SAN ANTONIO – A supervisor at the Bexar County Criminal Investigations Laboratory says new machinery, in place since June 1, will allow his team to make quick headway on a backlog of sexual assault cases.
Garon Foster, the forensic scientist supervisor of the crime lab’s DNA section, estimates there are approximately 600 to 700 open sexual assault cases going back six to seven months. Although he says part of that has resulted from his team having to set up new machinery in their lab, Foster thinks those same machines will now help them cut into the backlog.
“I fully expect us to have or decrease this backlog in half and the turnaround time, I hope, in half within those four to six months,” Foster said.
Foster’s nine-person team handles cases from Bexar County’s Sheriff’s Office, San Antonio Police Department, and even many Laredo Police Department cases – and not just sexual assaults. The DNA section’s work includes “everything to do with forensic biology” for murders, kidnappings, burglaries, and other crimes.
Bexar County has spent $167,000 to improve the capacity and processing time of sexual assault kits, which includes new automated machinery that can simultaneously extract DNA from samples in multiple cases in a matter of hours.
Foster says the machinery helps his team on several fronts.

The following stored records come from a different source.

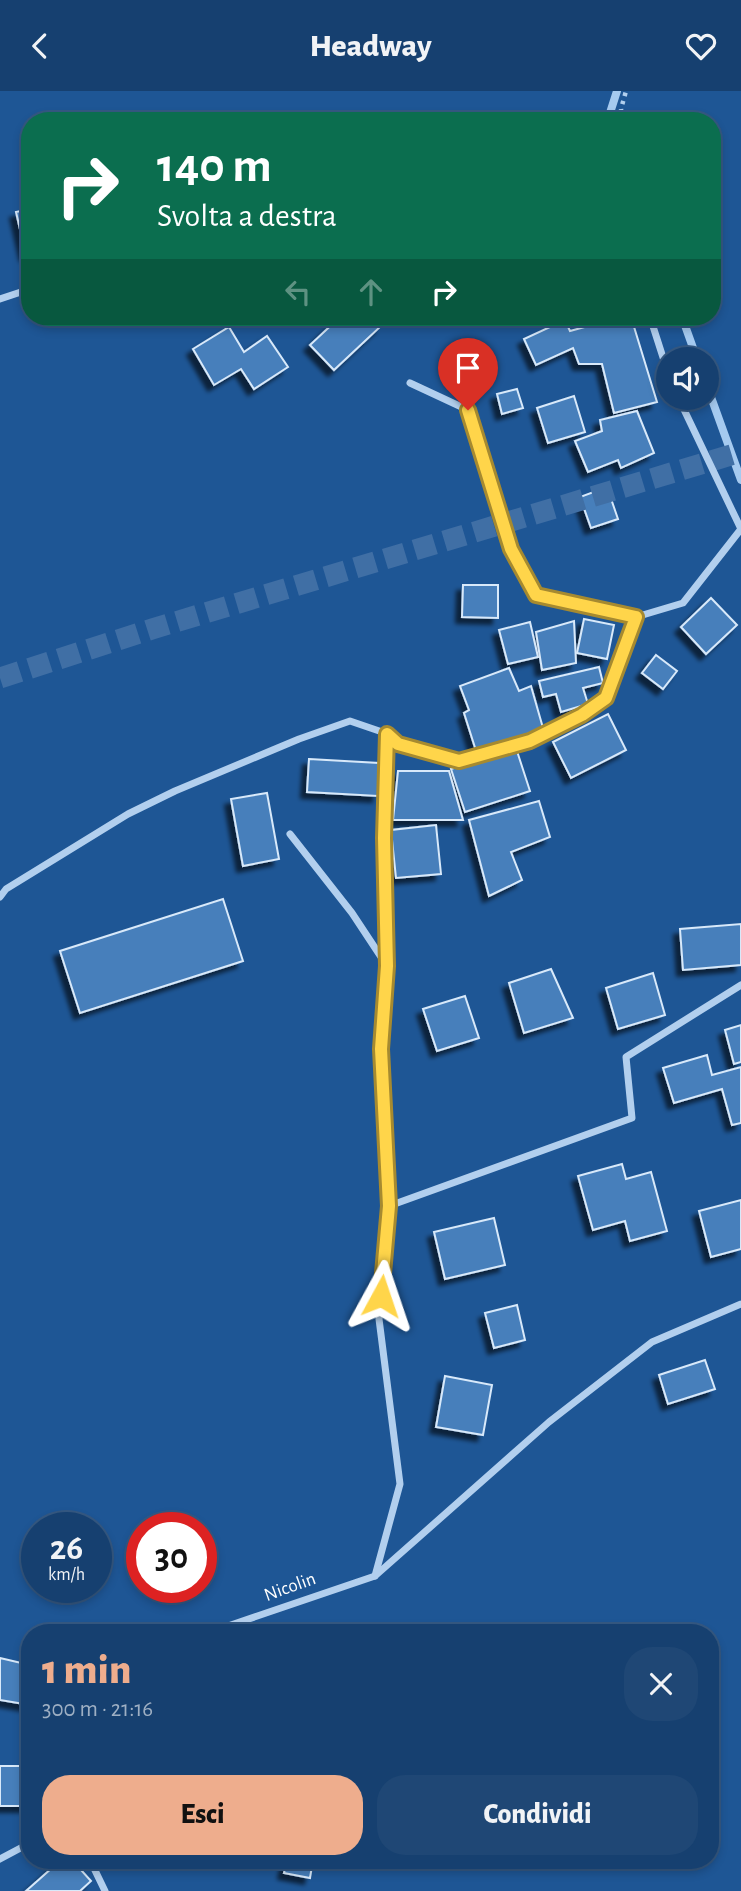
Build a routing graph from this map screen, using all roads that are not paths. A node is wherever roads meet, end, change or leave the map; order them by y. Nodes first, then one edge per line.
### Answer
1 (21, 292) edge
2 (0, 299) edge
3 (653, 326) edge
4 (660, 347) edge
5 (410, 383) dead end
6 (684, 410) edge
7 (741, 529) edge
8 (636, 617) junction
9 (387, 734) junction
10 (290, 834) dead end
11 (0, 897) edge
12 (387, 966) junction
13 (741, 985) edge
14 (389, 1206) junction
15 (741, 1304) edge
16 (375, 1576) junction
17 (234, 1624) edge
18 (21, 1848) edge
19 (0, 1859) edge
20 (94, 1869) edge
21 (105, 1891) edge

1 - 2 street
3 - 4 street
5 - 8 street
6 - 7 street
7 - 8 street
8 - 9 street
9 - 11 street
9 - 12 street
10 - 12 street
12 - 14 street
13 - 14 street
14 - 16 street
15 - 16 street
16 - 17 street, Nicolin
18 - 19 street
20 - 21 street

Where they previously had to first pore over each sample with a microscope looking for usable material- something that could take an entire day for one case – they can now skip straight to extracting any DNA from the samples.
Plus, the extraction process is automated, which frees them up to do other testing work.
They have also been able to institute a new process to screen the DNA samples early on for Y-chromosomes, which would indicate the presence of male genetic material.
The majority of the sex assault cases involve a male suspect and a female victim, this screening will allow the forensic scientists to focus just on the samples that could yield usable DNA of the perpetrator.
Although Foster estimates it will still take about two weeks to process each case, the new machines and Y-chromosome screening process will make it possible to work on more cases at one time.
That should cut into the case backlog and help things move along more quickly for investigators, victims, and even innocent suspects.
“Many a times we have four, five different defendants listed as a potential contributor, and it is extremely important for us to be able to tell the law enforcement agency that ‘person, number one, two, three, four are not the donor of the DNA, and maybe person number five is consistent with being the donor,’” Foster said.